[Asterisk-Dev] IAX2 Receiver Reports
Steve Kann
stevek at stevek.com
Tue Dec 28 13:59:33 MST 2004
steve at daviesfam.org wrote:
>On Tue, 28 Dec 2004, Steve Kann wrote:
>
>
>
>>Also, LAGRQ frames are presently sent to the remote side, in order to
>>get an idea of the Round-Trip + playout(jitterbuffer) delay. The
>>implementation of LAGRQ is presently a bit broken, because they
>>currently go through the jitterbuffer on _both_ the sender and receiver
>>side, and the timestamps used to do this are wrong. (actually, I
>>haven't checked this recently, but it was the case).
>>
>>
>
>Yeah - I'd suspect that the LAGRQ/RP isn't right. And it always seemed
>rather pointless as they aren't reported in any obvious way that I
>noticed.
>
>Ping roundtrip + the jitter buffer delay on both sides is nicer.
>
>The only problem at the moment is that we need to be careful that the ping
>is sent immediately, the pong reply is sent back immmediately,
>
This is already true, I think.
>and that
>the jitterbuffer delay measurements added in the IEs are the delays that
>would have been added for the particular ping or pong.
>
>
This shouldn't matter. The PING/PONG will still give an accurate RTT
estimate, and the jitterbuffer delay that's returned will be the
_maximum_ delay. I think it turns out, in practice, that the maximum
delay is usually just about what happens to most packets, because most
packets are sent in a consistent time, while a few packets are late
(because of buffering spikes, etc).
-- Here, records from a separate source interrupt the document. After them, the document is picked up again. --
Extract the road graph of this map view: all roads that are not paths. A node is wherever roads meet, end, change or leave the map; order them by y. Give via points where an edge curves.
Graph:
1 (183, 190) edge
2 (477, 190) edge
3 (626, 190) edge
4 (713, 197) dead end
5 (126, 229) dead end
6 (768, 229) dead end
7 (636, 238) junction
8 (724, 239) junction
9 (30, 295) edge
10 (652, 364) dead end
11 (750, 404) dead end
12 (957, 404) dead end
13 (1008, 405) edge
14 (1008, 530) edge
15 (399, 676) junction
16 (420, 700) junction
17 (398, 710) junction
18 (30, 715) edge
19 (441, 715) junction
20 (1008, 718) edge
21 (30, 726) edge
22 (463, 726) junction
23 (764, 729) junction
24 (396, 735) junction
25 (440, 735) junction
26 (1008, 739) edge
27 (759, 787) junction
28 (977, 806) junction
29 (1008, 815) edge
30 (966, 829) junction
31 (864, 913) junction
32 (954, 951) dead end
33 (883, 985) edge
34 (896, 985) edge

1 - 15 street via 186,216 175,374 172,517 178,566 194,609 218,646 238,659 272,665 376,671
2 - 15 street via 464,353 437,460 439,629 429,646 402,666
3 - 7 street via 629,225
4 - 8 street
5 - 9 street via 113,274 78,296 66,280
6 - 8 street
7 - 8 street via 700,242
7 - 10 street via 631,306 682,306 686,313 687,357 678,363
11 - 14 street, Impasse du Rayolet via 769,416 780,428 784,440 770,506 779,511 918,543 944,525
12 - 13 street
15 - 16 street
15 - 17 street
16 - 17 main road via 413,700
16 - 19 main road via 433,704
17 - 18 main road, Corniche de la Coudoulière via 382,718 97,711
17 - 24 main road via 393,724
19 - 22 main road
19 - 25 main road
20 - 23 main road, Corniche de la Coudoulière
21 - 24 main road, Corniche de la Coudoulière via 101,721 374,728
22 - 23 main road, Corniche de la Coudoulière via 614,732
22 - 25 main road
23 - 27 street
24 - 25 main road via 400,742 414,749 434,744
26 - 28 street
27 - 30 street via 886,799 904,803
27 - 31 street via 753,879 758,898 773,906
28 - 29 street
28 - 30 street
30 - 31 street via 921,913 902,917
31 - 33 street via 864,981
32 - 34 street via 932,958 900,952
Regardless, we're trying to give an
upper bound to the delay, and while 1/2rtt + "delay" would be a better
upper bound, rtt+delay is more conservative, because it takes into
account differing delay lengths.
Also, reporters should probably report the delay from jitterbuffering,
_plus_ any additional rendering delays after buffering, i.e. DSP delays,
codec delays, audio subsystem delays, etc.
>But to get the right jitter buffer delay for a ping or pong is complicated
>by the fact that the ping has a timestamp that isn't consistent with
>ordinary voice frames, and - even worse - the pong has the timestamp of
>the originally sent ping...
>
>
right, but it shoudn't matter, as seen above.